TASK
Retype only the lines at the head of the records, first through the one with "Extract the road", exactly as written.

(Records drawn from a dataset)
——

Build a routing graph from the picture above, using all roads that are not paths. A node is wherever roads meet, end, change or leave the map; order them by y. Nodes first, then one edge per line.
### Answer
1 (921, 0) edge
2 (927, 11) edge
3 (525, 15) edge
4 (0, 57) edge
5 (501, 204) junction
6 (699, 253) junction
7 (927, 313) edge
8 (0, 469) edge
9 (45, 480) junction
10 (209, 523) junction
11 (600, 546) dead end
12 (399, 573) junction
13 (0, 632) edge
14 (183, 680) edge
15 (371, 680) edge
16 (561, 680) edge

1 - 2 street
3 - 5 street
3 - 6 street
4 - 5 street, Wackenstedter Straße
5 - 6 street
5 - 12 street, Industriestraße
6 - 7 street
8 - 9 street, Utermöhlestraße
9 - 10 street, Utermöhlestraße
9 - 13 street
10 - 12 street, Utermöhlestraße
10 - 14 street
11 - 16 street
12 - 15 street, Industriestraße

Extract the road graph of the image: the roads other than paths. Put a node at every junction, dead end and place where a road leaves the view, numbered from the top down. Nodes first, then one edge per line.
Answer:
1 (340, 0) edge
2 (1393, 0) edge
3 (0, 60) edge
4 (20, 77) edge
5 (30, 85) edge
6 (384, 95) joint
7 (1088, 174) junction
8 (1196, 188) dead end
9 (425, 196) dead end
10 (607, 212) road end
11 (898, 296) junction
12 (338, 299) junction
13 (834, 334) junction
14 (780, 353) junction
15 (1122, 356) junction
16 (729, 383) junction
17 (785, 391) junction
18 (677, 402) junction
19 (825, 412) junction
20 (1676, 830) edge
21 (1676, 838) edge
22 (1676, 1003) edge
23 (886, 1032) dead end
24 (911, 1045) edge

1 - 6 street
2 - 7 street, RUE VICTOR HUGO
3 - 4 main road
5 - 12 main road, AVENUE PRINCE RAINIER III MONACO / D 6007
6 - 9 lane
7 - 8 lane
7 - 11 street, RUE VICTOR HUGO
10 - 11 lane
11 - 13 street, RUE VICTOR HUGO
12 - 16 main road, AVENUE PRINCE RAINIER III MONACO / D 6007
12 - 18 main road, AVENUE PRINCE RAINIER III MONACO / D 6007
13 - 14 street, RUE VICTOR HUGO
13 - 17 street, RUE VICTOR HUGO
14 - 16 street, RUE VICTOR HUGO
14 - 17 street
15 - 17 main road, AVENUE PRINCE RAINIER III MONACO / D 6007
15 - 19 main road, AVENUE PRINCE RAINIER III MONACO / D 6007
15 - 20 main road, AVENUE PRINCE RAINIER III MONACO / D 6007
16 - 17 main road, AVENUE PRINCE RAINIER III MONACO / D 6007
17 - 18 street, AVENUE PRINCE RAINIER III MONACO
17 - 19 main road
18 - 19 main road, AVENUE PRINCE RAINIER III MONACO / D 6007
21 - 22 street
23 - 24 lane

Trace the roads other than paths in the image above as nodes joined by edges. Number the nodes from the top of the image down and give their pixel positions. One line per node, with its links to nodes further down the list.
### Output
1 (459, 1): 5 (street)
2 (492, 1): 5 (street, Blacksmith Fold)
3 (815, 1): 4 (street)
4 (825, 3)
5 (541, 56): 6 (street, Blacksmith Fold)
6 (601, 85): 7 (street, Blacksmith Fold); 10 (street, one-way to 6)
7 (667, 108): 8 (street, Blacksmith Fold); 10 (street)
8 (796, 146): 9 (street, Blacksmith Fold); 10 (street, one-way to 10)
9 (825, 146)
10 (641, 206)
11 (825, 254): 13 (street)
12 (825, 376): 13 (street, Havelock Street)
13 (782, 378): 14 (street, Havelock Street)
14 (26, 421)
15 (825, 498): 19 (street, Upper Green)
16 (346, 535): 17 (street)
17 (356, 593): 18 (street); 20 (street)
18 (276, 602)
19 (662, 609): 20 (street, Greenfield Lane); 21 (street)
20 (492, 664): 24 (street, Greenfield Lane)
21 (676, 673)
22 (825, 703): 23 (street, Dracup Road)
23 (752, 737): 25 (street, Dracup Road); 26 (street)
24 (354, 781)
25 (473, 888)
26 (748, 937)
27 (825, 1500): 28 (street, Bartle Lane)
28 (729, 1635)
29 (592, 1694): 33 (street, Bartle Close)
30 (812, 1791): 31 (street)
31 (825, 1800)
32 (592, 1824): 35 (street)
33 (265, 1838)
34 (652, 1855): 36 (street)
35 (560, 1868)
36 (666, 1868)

——

WRITTEN SOLUTION
Build a routing graph from the picture above, using all roads that are not paths. A node is wherever roads meet, end, change or leave the map; order them by y. Nodes first, then one edge per line.
### Answer
1 (921, 0) edge
2 (927, 11) edge
3 (525, 15) edge
4 (0, 57) edge
5 (501, 204) junction
6 (699, 253) junction
7 (927, 313) edge
8 (0, 469) edge
9 (45, 480) junction
10 (209, 523) junction
11 (600, 546) dead end
12 (399, 573) junction
13 (0, 632) edge
14 (183, 680) edge
15 (371, 680) edge
16 (561, 680) edge

1 - 2 street
3 - 5 street
3 - 6 street
4 - 5 street, Wackenstedter Straße
5 - 6 street
5 - 12 street, Industriestraße
6 - 7 street
8 - 9 street, Utermöhlestraße
9 - 10 street, Utermöhlestraße
9 - 13 street
10 - 12 street, Utermöhlestraße
10 - 14 street
11 - 16 street
12 - 15 street, Industriestraße

Extract the road graph of the image: the roads other than paths. Put a node at every junction, dead end and place where a road leaves the view, numbered from the top down. Nodes first, then one edge per line.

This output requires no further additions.